▸ Exercise
Go through the records and give the number of lines that include "فرشبافیان", with nothing else.

(Stored items)
################

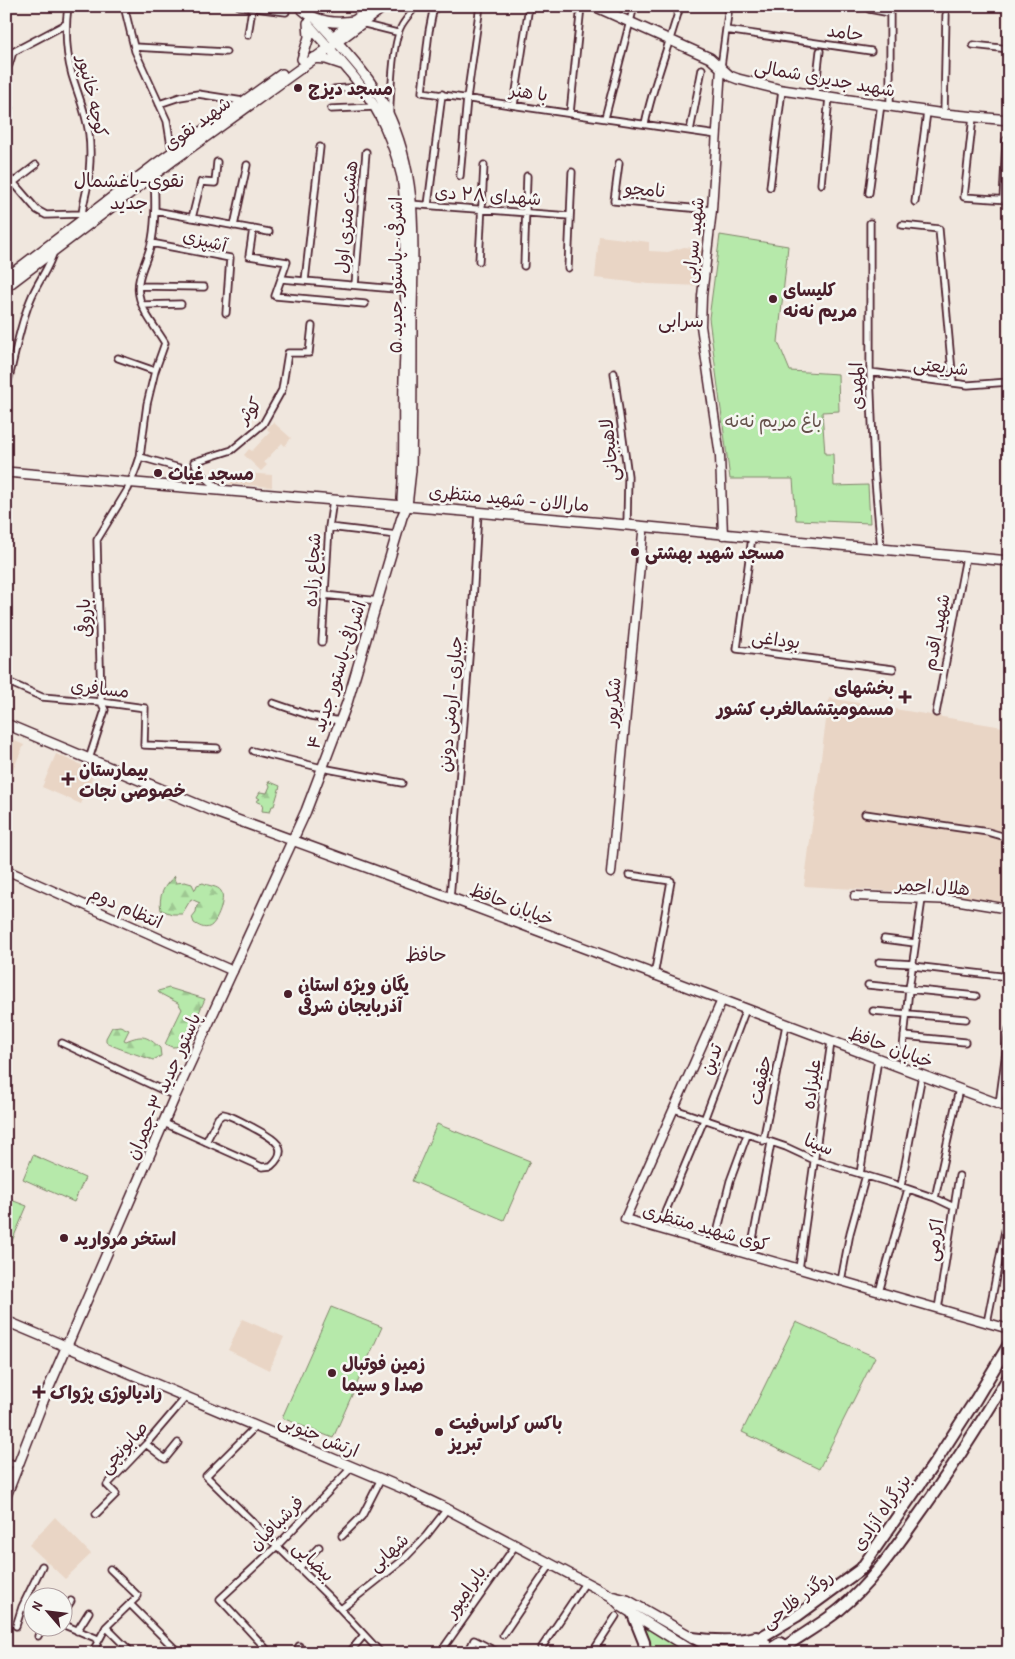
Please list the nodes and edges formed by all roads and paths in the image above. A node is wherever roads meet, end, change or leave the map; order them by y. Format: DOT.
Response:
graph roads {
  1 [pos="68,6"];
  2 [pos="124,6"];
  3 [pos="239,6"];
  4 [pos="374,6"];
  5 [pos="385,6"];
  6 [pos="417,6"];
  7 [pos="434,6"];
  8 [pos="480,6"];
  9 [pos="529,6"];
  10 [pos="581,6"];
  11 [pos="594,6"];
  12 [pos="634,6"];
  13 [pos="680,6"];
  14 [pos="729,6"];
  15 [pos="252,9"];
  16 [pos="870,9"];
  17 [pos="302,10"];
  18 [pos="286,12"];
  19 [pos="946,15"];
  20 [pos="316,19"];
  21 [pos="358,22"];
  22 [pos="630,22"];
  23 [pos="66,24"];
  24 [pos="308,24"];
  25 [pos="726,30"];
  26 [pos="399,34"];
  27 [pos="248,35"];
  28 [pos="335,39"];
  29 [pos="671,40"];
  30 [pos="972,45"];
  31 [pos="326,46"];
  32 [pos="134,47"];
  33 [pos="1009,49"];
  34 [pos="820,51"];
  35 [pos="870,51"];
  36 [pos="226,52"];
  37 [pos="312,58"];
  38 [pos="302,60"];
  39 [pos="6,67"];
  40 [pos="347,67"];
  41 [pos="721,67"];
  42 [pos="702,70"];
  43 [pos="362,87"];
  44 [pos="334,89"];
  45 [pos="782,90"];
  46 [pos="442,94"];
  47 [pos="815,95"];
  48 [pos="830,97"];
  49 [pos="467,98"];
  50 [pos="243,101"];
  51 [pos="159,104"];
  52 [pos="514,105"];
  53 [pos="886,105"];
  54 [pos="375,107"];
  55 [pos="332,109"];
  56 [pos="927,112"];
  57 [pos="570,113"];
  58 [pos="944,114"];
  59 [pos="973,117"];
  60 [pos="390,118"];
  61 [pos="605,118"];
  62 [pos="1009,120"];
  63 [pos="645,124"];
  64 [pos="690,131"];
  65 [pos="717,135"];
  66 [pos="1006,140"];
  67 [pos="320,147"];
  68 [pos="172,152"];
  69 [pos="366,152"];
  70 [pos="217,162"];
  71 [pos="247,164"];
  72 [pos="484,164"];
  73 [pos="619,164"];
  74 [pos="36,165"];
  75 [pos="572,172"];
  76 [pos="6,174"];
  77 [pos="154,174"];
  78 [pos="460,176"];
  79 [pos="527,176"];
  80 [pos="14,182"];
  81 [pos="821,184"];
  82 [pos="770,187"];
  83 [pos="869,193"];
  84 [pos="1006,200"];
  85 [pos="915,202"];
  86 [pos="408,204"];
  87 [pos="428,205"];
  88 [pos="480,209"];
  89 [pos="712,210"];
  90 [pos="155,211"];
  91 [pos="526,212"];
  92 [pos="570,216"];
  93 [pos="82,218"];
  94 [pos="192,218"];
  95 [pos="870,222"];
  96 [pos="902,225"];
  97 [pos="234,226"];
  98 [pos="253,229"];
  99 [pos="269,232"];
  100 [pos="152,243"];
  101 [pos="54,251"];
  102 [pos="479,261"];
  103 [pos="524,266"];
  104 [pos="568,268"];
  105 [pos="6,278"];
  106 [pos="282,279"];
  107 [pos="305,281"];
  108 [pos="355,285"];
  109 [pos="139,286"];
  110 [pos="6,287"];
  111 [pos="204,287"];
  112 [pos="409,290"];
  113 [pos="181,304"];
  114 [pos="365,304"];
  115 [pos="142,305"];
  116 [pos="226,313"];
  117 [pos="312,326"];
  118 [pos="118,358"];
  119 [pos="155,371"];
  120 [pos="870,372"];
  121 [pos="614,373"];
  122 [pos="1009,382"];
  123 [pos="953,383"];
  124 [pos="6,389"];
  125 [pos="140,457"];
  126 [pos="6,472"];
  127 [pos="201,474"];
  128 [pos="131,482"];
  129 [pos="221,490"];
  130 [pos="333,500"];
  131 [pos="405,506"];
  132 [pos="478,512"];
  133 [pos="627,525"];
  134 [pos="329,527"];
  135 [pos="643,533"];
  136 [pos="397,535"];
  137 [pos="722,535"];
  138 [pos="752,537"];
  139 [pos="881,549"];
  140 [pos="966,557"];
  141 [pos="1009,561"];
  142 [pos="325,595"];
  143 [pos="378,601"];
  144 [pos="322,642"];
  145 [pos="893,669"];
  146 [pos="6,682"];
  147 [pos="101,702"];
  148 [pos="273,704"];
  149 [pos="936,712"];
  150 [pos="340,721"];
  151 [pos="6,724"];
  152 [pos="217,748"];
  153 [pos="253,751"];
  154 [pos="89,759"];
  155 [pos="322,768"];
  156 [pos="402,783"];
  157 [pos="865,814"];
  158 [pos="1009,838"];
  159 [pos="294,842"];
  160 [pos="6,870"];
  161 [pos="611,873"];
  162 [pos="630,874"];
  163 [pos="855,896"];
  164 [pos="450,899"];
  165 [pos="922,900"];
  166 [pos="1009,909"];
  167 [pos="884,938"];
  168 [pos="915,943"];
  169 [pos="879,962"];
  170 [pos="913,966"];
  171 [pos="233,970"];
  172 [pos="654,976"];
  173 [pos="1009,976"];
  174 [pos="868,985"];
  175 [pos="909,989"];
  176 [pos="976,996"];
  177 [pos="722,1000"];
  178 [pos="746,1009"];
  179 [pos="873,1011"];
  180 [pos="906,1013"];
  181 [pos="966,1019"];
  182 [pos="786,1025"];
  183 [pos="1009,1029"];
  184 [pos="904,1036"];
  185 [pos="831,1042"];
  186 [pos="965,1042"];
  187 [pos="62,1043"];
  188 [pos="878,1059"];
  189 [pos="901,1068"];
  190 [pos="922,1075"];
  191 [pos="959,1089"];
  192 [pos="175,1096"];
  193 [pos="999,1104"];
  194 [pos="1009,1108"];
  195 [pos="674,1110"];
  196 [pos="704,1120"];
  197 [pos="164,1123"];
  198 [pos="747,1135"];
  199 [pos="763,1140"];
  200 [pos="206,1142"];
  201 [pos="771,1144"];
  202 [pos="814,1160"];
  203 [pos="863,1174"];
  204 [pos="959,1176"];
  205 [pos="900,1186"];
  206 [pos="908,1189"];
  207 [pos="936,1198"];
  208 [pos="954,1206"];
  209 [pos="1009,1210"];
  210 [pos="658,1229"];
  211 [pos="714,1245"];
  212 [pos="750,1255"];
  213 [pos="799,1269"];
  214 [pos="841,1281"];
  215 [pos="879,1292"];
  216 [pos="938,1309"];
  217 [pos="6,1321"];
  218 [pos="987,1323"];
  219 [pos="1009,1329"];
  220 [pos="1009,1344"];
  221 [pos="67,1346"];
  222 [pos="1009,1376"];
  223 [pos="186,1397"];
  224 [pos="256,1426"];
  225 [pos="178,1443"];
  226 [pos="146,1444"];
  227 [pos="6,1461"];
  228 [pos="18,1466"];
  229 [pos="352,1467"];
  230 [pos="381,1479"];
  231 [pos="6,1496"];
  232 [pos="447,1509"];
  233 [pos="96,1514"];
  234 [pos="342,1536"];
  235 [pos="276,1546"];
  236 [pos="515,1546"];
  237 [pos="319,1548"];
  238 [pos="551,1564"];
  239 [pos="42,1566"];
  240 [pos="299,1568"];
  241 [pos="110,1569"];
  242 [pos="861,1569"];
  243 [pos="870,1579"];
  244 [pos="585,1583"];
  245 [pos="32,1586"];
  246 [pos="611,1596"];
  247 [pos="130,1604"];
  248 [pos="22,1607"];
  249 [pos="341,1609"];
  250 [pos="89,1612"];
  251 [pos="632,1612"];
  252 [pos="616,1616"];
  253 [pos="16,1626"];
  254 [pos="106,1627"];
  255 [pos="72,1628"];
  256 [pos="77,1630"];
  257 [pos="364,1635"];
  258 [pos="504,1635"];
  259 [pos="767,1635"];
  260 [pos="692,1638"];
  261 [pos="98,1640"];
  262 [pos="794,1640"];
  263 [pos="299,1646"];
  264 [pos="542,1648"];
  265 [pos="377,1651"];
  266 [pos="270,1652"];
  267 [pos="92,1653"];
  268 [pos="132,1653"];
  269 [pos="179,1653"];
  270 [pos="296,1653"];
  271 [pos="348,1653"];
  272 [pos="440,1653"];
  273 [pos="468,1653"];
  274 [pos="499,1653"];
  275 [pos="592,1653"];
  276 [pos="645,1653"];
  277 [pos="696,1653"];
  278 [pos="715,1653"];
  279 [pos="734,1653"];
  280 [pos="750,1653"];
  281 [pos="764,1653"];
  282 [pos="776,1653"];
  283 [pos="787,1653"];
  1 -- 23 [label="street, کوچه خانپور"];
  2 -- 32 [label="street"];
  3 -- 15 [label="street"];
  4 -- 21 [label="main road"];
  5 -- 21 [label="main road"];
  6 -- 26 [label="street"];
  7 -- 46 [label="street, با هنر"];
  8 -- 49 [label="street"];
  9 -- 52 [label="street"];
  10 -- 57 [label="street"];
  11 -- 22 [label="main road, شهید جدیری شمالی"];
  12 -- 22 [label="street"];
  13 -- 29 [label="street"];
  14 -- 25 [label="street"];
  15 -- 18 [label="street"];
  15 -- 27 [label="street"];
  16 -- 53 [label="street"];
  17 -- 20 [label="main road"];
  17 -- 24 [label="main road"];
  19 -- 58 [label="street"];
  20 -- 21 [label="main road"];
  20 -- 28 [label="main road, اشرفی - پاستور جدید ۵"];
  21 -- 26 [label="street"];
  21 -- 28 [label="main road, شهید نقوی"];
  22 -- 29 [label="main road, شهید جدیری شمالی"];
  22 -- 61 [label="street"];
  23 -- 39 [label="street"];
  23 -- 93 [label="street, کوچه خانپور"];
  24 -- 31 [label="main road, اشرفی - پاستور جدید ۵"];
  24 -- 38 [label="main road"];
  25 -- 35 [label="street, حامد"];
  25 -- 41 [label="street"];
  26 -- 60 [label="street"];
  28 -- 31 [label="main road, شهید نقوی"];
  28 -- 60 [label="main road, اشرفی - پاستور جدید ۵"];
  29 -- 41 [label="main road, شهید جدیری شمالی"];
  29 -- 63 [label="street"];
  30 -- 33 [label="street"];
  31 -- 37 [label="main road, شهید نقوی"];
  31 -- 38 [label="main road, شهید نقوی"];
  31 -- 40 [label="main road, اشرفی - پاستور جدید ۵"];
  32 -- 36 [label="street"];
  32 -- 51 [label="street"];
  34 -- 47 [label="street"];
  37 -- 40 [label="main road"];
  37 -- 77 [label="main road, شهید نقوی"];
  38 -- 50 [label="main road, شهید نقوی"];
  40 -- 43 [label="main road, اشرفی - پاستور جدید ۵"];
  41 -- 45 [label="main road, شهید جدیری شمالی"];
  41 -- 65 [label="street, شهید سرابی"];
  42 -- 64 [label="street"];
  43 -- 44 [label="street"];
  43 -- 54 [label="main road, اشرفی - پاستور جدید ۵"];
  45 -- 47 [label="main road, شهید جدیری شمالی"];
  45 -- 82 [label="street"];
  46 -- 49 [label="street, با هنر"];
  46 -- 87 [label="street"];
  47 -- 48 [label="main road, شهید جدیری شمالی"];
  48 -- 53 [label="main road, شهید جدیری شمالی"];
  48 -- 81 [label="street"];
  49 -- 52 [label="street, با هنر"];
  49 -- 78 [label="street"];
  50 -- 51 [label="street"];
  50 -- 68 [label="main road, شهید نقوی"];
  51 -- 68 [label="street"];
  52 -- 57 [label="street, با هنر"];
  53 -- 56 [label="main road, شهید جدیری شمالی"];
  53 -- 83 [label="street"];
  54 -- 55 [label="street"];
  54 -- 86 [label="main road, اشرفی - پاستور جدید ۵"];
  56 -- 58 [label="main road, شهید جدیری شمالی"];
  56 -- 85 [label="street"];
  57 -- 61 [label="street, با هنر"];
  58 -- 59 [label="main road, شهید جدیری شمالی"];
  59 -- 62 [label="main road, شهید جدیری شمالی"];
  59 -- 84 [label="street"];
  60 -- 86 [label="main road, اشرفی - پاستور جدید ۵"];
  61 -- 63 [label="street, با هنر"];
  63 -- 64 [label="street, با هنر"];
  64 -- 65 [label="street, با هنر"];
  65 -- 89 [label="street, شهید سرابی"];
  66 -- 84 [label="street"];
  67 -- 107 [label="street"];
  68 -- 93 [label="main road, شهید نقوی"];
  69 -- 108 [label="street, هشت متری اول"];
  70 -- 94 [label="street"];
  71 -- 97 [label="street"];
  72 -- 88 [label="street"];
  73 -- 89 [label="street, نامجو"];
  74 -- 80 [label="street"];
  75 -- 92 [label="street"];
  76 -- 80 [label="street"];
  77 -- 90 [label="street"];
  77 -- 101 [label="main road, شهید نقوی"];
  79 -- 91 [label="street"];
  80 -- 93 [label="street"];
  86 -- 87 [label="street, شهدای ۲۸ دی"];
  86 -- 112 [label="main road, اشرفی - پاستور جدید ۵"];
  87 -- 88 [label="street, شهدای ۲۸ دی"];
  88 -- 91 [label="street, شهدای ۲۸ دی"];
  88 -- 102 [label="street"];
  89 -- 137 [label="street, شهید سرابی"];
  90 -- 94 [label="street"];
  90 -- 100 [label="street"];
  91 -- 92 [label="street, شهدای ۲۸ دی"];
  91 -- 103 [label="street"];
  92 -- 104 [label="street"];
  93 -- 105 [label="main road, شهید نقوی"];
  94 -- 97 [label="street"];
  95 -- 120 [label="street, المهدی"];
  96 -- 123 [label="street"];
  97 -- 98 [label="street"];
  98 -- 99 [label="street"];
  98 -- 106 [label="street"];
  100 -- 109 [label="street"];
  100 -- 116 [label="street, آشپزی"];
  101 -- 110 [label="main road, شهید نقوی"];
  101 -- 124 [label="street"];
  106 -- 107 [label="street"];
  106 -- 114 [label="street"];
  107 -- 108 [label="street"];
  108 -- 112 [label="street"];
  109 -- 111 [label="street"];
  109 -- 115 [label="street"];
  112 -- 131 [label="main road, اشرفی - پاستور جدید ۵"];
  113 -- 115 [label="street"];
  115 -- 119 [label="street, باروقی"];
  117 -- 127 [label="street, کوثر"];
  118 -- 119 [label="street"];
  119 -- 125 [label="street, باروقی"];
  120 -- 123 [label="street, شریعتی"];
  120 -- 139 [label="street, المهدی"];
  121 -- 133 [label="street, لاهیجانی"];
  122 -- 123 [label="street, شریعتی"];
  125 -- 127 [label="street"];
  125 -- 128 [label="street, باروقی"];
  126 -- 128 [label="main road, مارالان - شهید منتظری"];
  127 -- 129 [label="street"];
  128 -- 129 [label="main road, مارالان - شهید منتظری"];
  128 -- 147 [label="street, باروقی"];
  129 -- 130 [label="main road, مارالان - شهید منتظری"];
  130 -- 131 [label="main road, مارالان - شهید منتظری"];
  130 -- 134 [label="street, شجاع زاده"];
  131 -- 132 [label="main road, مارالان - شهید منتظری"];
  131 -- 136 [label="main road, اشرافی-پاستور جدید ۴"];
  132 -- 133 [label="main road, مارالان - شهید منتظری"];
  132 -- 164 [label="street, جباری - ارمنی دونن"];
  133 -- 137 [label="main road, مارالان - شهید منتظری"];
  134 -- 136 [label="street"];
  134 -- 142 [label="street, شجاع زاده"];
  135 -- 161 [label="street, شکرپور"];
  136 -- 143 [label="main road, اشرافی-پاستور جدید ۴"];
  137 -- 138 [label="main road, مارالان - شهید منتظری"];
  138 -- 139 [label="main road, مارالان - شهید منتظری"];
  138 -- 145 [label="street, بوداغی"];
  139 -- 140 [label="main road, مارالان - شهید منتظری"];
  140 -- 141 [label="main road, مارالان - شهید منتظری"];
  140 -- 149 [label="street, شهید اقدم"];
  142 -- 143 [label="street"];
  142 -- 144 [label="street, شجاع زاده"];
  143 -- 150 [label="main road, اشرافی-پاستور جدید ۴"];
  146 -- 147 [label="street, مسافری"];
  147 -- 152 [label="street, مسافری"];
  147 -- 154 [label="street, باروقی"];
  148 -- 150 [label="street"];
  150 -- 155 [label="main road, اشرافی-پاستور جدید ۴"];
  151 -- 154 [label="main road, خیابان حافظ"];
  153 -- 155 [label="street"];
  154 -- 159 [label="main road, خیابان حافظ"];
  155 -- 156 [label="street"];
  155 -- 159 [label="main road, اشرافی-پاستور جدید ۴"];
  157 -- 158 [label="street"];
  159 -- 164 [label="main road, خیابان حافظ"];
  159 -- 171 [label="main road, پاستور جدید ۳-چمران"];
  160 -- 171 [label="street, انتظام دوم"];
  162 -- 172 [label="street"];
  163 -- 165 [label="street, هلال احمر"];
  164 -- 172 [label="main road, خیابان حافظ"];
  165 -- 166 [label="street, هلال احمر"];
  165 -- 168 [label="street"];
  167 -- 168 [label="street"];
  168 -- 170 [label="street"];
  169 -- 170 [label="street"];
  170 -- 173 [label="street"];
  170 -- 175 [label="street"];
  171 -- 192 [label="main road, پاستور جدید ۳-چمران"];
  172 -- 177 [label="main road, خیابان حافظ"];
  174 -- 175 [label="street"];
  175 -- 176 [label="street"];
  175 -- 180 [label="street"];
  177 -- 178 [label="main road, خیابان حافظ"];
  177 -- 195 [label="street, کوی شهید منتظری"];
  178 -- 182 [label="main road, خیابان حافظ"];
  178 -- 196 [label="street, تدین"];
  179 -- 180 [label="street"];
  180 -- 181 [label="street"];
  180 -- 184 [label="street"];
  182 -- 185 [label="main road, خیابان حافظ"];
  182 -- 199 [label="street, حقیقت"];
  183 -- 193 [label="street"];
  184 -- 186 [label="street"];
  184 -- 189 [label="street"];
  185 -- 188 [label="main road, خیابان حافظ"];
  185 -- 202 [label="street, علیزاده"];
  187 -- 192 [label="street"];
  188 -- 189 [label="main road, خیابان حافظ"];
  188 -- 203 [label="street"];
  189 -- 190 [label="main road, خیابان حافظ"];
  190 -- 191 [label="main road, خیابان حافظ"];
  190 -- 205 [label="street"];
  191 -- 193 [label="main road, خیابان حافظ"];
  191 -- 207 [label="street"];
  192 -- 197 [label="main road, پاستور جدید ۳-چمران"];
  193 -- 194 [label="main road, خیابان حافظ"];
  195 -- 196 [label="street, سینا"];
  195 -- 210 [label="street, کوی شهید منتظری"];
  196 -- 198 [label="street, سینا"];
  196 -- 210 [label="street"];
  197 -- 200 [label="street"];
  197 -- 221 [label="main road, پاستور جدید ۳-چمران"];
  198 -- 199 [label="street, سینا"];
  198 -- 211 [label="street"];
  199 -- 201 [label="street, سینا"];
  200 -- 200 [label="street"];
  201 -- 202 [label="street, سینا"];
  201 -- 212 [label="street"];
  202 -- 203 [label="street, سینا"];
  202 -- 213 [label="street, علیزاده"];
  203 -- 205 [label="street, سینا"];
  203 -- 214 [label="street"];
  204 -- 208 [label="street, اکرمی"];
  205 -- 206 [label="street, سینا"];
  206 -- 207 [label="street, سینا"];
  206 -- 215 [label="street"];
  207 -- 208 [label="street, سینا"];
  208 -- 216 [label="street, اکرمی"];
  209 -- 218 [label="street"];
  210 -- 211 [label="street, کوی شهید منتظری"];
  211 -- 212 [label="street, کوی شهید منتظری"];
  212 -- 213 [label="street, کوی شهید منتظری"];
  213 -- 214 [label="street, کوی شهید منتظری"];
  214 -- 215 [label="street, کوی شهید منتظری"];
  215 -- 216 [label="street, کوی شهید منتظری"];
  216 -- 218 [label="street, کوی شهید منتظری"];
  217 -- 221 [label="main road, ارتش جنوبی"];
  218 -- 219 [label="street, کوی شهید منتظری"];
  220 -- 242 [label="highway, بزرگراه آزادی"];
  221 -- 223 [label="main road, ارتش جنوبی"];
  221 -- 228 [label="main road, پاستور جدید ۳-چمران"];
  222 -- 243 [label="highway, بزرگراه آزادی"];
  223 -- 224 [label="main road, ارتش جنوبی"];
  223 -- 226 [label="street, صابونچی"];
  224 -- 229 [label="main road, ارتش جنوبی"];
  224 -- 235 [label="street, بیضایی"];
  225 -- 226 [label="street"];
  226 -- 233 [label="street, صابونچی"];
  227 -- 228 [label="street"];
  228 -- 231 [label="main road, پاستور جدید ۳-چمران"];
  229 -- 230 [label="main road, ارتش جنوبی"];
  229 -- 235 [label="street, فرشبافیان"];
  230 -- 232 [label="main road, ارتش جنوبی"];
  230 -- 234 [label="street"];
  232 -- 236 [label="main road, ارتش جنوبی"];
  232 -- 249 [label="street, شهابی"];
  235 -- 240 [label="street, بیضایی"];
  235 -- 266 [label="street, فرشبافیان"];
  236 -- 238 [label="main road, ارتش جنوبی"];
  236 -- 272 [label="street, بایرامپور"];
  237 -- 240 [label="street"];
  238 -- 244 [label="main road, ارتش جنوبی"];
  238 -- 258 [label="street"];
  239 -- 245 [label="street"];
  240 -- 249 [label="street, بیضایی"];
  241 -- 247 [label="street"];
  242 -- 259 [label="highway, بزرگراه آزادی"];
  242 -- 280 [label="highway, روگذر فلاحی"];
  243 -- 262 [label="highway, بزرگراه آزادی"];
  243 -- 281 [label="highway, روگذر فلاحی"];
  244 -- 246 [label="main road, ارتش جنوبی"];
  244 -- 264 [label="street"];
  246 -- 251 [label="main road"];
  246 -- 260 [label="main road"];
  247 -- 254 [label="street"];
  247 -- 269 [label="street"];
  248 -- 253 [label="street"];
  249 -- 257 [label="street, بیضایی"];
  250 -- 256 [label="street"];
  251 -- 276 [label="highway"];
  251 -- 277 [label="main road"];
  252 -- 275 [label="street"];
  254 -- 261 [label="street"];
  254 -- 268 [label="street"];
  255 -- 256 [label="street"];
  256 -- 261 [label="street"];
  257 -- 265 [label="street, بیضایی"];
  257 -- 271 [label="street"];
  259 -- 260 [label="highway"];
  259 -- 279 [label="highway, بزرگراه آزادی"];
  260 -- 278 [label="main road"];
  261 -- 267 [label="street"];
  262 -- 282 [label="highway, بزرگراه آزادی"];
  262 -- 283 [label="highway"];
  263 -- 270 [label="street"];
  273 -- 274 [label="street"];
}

################

▸ Your solution
2